Published May 20, 2013
For the second time in a week, the special committee running Dell’s (DELL) buyout process fired off a letter to billionaire Carl Icahn on Monday that requested answers to the board's questions about an alternative transaction.
The committee said it won’t be able to approve a request by Icahn’s group for "data room access" until it responds to the request for more information, which mostly center around financing and liquidity.
The exchange is the latest back-and-forth between Dell’s special committee and Icahn, who is teaming up with Dell shareholder Southeastern Asset Management to attempt to thwart a $24.4 billion go-private deal between the company and founder and CEO Michael Dell.
Icahn and Southeastern have proposed their own slate of directors and pushed for a vote on an alternative to the leveraged buyout that would give shareholders a choice between receiving $12 a share in cash or $12 in additional shares valued at $1.65 a share.
Dell’s special committee said unless it determines the Icahn bid “could reasonably be expected to result in a superior proposal" to the LBO, it is not "permitted to provide you with information or engage in discussions concerning your proposal."

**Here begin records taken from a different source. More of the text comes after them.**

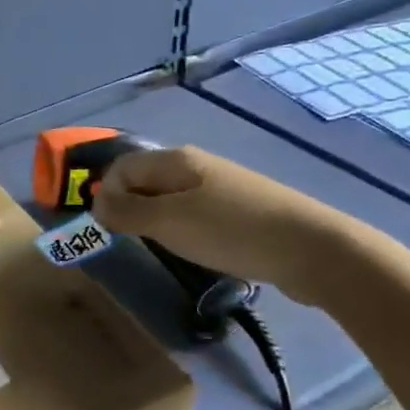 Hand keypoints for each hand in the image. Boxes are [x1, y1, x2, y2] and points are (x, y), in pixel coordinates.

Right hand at [90, 145, 364, 306]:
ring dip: (157, 220)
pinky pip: (196, 212)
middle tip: (133, 240)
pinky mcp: (241, 210)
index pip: (121, 167)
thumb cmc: (231, 231)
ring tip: (164, 247)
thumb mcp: (168, 222)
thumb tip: (96, 204)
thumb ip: (126, 212)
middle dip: (129, 207)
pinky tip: (198, 249)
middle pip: (145, 180)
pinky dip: (184, 228)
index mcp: (175, 160)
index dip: (106, 194)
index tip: (109, 228)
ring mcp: (222, 186)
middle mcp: (196, 165)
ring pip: (170, 197)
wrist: (314, 249) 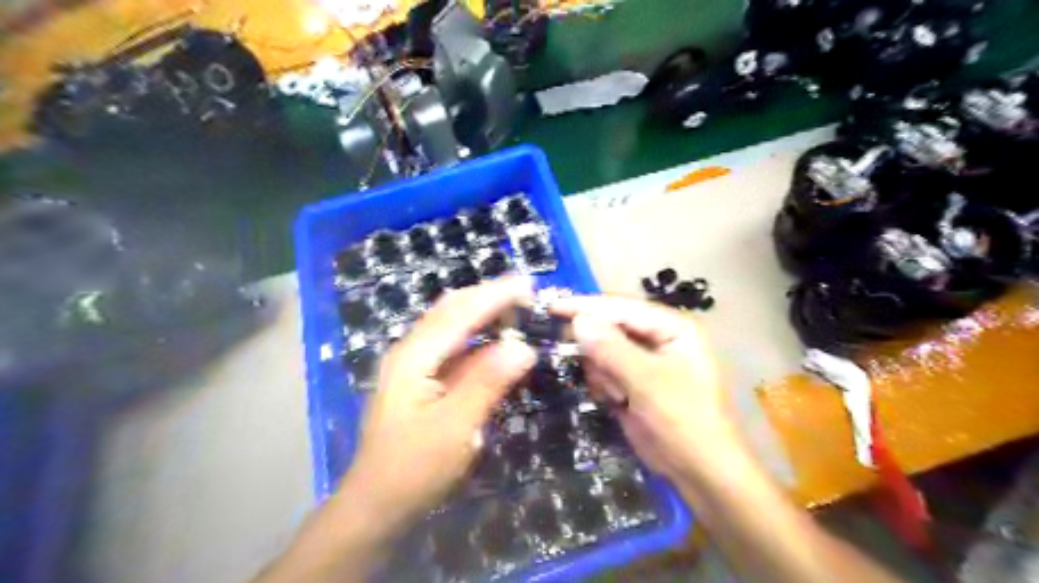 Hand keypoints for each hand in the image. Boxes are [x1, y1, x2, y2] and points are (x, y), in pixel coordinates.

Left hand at [340, 277, 540, 542]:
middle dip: (487, 295)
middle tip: (525, 292)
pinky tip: (494, 341)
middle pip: (451, 309)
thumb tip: (524, 346)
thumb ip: (487, 382)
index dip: (495, 295)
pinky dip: (476, 337)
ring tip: (515, 308)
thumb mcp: (455, 427)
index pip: (460, 313)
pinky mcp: (419, 380)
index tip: (529, 283)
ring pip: (450, 325)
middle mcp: (410, 351)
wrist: (376, 504)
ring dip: (482, 312)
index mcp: (414, 356)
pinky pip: (452, 346)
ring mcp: (412, 365)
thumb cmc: (414, 468)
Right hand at [551, 297, 747, 481]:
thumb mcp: (647, 383)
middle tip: (605, 378)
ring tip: (619, 397)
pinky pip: (604, 372)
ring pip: (601, 351)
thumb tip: (578, 320)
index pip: (621, 307)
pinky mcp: (633, 382)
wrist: (700, 472)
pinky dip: (604, 386)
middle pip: (609, 328)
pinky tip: (618, 403)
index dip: (586, 306)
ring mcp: (644, 361)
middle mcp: (658, 337)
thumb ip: (611, 349)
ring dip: (603, 374)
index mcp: (671, 327)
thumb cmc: (684, 422)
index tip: (550, 308)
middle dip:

The directors said Icahn’s representatives have “made a number of requests for information, including a request for data room access for a potential lender.”
Dell sent a letter on May 13 to the Icahn group, requesting more information about the proposal, including “comprehensive information” on the proposed financing for the deal, such as drafts of commitment papers and proposed bridge facilities. The committee also asked about the deal structure and any plans for providing working capital to offset increased borrowing costs.
“Please understand that unless we receive information that is responsive to our May 13 letter, we are not in a position to evaluate whether your proposal meets that standard,” the committee wrote on Monday. “Neither we nor our representatives are able to respond to your requests and letters.”
Last month private-equity firm Blackstone (BX) abandoned an effort of its own to acquire Dell, which on Thursday disclosed a deeper-than-expected 79% plunge in first-quarter profits amid shrinking PC revenue.
Shares of Round Rock, Texas-based Dell were unchanged in premarket trading Monday morning.